What is being asked:
Where an entry contains a picture, skip the picture and write out everything else exactly.

■ ■ ■

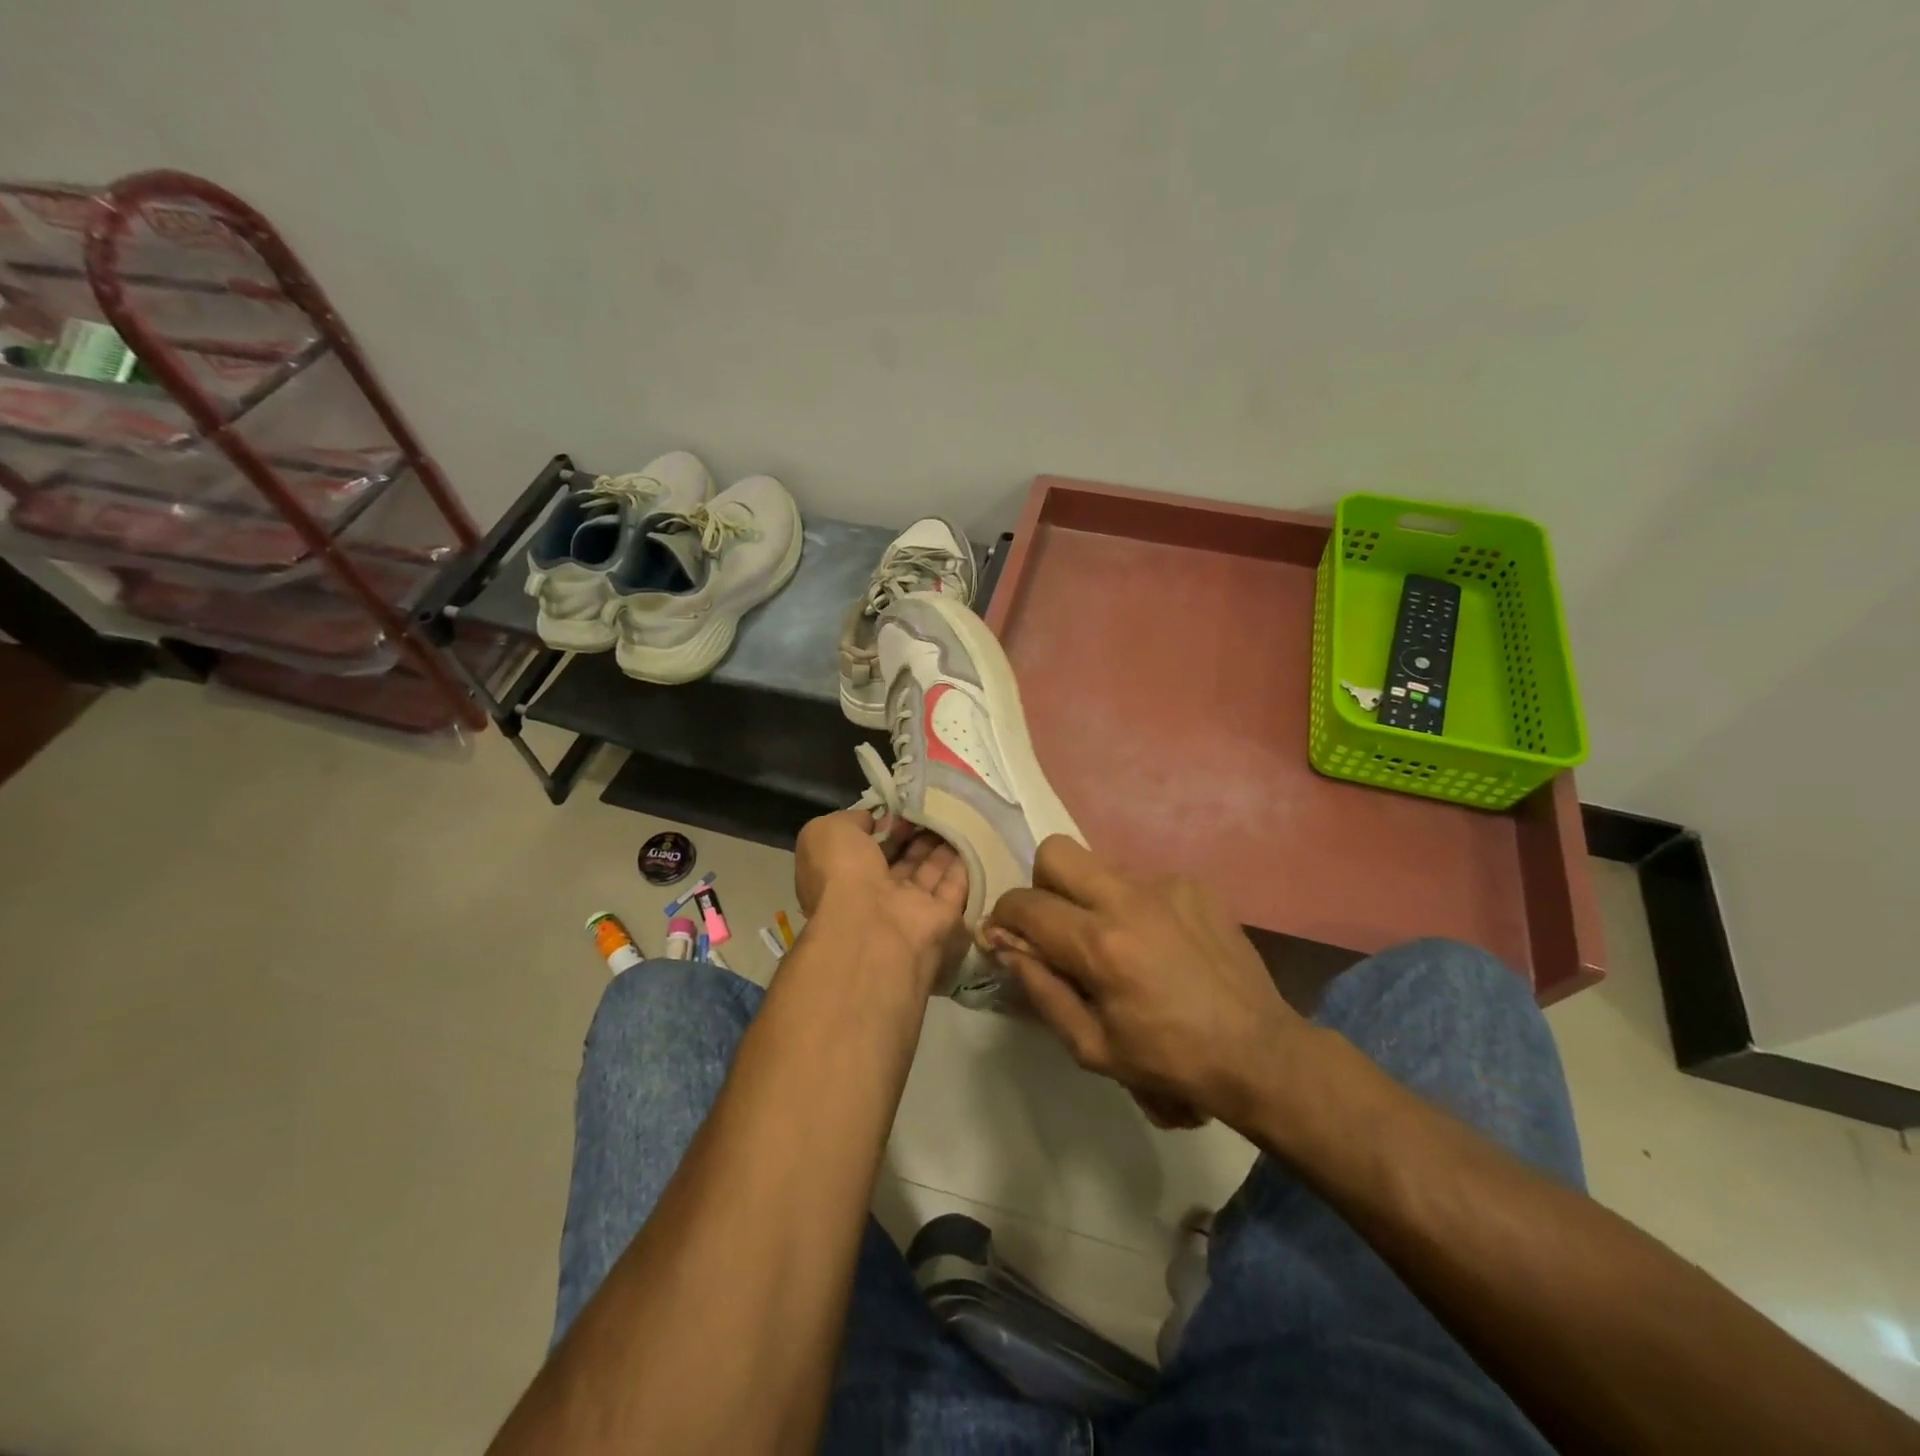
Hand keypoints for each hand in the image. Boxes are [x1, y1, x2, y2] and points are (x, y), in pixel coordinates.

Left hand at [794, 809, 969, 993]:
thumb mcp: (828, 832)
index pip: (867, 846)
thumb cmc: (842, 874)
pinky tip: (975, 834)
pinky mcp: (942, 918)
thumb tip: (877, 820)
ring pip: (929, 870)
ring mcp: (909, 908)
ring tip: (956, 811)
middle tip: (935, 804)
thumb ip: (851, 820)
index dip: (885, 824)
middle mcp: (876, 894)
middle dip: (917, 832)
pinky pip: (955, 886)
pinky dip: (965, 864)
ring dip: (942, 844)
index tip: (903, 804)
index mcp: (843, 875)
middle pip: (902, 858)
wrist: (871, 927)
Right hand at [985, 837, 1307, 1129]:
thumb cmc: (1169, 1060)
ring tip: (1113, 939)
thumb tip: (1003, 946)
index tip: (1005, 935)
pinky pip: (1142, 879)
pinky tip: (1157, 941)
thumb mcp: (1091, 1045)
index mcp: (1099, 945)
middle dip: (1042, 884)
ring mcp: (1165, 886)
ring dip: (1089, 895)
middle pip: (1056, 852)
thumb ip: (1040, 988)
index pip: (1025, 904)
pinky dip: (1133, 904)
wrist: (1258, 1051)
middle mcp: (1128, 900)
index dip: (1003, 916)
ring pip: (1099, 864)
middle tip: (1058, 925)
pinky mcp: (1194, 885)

■ ■ ■

Solution for this exercise:
Hand keypoints for each hand in the image. Boxes are [x1, y1, x2, y2] and points are (x, y), in pixel coordinates.

Left hand at [794, 809, 969, 993]:
thumb mcp: (828, 832)
index pip: (867, 846)
thumb cmc: (842, 874)
pinky tip: (975, 834)
pinky mcp: (942, 918)
thumb tip: (877, 820)
ring pip: (929, 870)
ring mcp: (909, 908)
ring tip: (956, 811)
middle tip: (935, 804)
thumb ip: (851, 820)
index dip: (885, 824)
middle mcp: (876, 894)
middle dip: (917, 832)
pinky pip: (955, 886)
pinky dip: (965, 864)
ring dip: (942, 844)
index tip: (903, 804)
index mcp: (843, 875)
middle pip: (902, 858)
wrist: (871, 927)
Right hand at [985, 837, 1307, 1129]:
thumb cmc: (1169, 1060)
ring tip: (1113, 939)
thumb tip: (1003, 946)
index tip: (1005, 935)
pinky pip: (1142, 879)
pinky tip: (1157, 941)
thumb mcp: (1091, 1045)
index mcp: (1099, 945)
middle dip: (1042, 884)
ring mcp: (1165, 886)
ring dip: (1089, 895)
middle pip: (1056, 852)
thumb ip: (1040, 988)
index pip: (1025, 904)
pinky dip: (1133, 904)
wrist: (1258, 1051)
middle mcp: (1128, 900)
index dip: (1003, 916)
ring pip: (1099, 864)
middle tip: (1058, 925)
pinky mcp: (1194, 885)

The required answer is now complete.